In July 2003, the American Council of Graduate Medical Education (ACGME) mandated that residency programs decrease resident work hours to improve patient care and safety by reducing fatigue,5 and a recent Institute of Medicine report suggests that they be decreased even further.4 Studies examining outcomes during the first 2 years after reducing duty hours did not find reductions in risk‐adjusted mortality.68 One proposed explanation for this lack of improvement is that the reduction in fatigue‐related medical errors is being offset by discontinuity of care with due to the increased number of patient handoffs resulting from shortened duty hours,911 one recent study found that omission of key information during patient sign outs frequently resulted in adverse patient care outcomes.12

In 2007, the Joint Commission developed a new National Patient Safety Goal that requires organizations to improve communication between caregivers.13 We recently developed an approach by which Internal Medicine residents hand off patient care using a structured process, written and verbal templates, formal training about handoffs, and direct attending supervision.14 Because fourth‐year medical students perform the duties of interns when working as subinterns, we recognized that education about handoffs should occur prior to the time students became interns. Accordingly, we developed a course designed to teach patient handoffs to medical students at the transition between their third and fourth years of training.

Setting

The Handoff Selective was developed by faculty of Denver Health and the University of Colorado Denver School of Medicine.

Program Description

The Selective was first offered in April 2007 as part of an Integrated Clinician's Course (ICC), a 2‐week course for students beginning their fourth year, which starts in April at the University of Colorado. The ICC includes both mandatory and selective sessions that are focused on developing clinical skills and preparing them for their subinternships. The Handoff Selective was conducted in a computerized teaching laboratory, lasted a total of 2 hours and consisted of 2 parts. Each of the 5 Denver Health Hospital Medicine faculty members versed in handoff education taught 2 sessions of 6 to 8 students.

Part 1: Didactic

During the first hour of class, the faculty presented a lecture that summarized the relevant literature on handoffs and explained the importance of the topic. The objectives of the didactic were to: (1) understand the importance of handoffs; (2) explore different communication elements and structures; (3) gain exposure to handoffs outside of healthcare; and (4) learn a structure for handoffs of patient care in hospitalized patients.

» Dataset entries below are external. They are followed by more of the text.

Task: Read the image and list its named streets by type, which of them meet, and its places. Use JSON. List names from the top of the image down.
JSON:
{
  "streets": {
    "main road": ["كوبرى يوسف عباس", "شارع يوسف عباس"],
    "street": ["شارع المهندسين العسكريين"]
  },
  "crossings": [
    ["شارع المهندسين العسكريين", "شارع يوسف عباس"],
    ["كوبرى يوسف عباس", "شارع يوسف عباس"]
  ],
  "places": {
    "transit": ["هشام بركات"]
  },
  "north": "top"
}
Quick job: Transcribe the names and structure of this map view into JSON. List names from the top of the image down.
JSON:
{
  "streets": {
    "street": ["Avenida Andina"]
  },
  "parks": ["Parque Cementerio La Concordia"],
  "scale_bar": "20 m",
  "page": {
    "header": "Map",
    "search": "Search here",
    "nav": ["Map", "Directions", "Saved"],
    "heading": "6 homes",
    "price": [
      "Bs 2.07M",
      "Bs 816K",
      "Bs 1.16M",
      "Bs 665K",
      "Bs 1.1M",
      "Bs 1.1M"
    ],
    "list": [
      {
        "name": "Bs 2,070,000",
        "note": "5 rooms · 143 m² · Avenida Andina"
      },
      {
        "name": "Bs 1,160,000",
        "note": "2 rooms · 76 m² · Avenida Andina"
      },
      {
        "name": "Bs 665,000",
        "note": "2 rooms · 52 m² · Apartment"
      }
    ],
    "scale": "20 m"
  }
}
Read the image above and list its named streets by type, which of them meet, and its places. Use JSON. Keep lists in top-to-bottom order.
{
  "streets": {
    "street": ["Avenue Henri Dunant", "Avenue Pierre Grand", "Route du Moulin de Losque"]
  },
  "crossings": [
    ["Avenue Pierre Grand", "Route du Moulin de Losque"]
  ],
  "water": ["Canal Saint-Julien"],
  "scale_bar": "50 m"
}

We used 3 video clips of handoffs from 2 football games to demonstrate the importance of practice, training, and 2‐way communications in handoffs. The first video clip showed a runner trying to make a spontaneous handoff while being tackled. The receiver was not expecting the handoff and was preoccupied with blocking another player. This attempted handoff resulted in a fumble, which we related to an adverse patient event.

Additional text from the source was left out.